▶ Your instructions
From the records below, report the number of lines that contain "Vicente", and add nothing.

▶ Task data
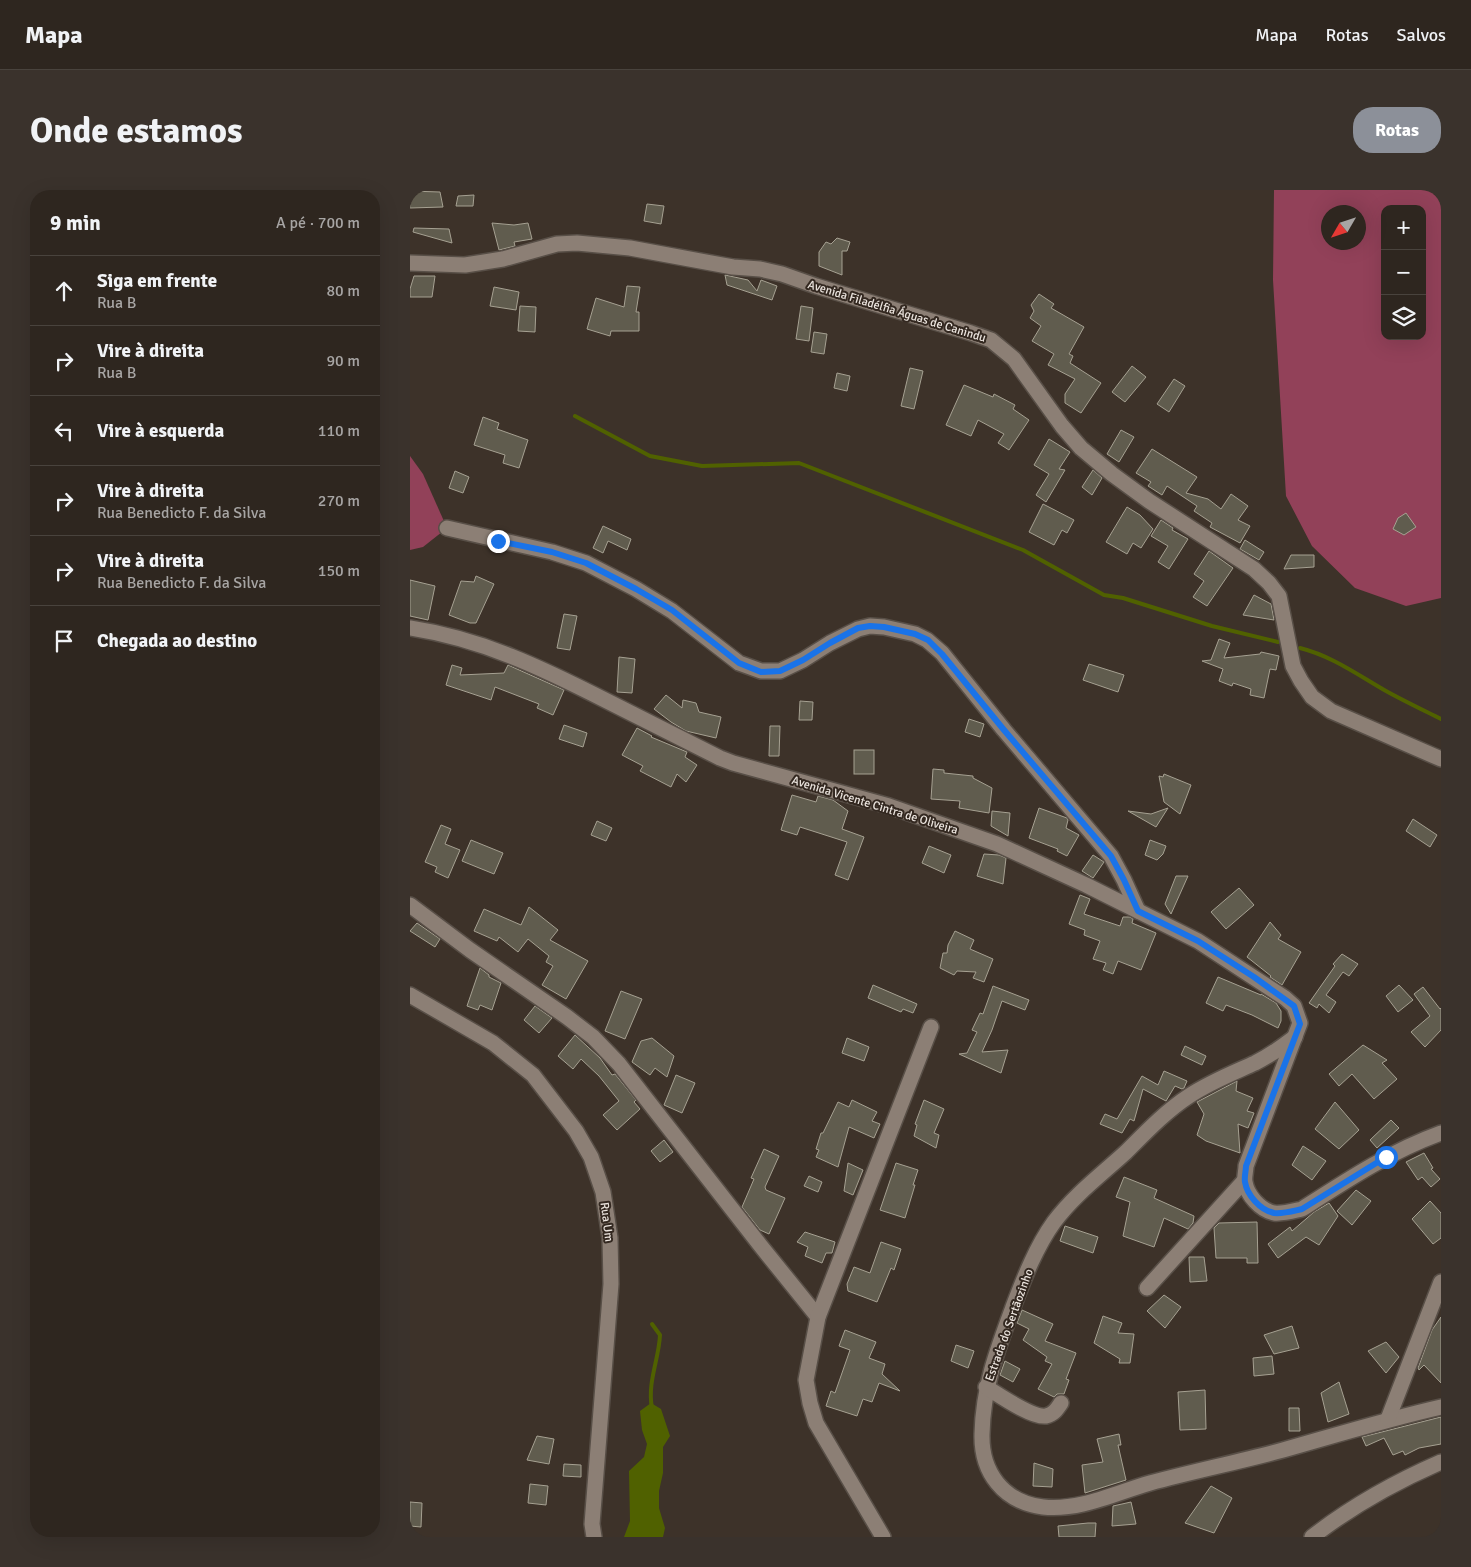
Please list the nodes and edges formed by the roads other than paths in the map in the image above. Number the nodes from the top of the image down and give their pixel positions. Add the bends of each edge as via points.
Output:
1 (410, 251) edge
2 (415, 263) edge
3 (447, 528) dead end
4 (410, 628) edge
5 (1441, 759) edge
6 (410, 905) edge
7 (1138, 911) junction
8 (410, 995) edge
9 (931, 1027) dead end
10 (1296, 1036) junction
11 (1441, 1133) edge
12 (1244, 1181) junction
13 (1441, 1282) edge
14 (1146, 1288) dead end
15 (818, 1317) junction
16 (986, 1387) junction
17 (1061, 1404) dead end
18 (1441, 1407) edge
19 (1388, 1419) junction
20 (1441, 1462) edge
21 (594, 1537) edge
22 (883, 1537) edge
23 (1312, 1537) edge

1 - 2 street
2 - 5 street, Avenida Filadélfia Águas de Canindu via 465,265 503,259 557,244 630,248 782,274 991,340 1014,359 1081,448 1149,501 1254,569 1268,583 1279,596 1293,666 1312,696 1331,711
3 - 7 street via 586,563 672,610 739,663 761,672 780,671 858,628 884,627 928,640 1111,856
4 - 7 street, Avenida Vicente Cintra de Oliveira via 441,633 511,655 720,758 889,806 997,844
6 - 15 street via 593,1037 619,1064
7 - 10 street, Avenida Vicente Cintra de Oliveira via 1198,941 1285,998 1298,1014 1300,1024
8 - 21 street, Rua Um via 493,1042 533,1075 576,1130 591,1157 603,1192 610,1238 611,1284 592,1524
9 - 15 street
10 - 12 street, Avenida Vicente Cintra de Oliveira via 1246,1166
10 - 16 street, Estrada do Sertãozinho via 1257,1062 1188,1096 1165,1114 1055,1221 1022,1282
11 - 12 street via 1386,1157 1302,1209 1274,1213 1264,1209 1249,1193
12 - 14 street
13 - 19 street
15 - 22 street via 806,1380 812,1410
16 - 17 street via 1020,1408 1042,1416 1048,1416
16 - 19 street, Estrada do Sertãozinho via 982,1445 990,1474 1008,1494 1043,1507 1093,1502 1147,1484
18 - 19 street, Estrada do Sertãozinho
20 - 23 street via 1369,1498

▶ Task output
3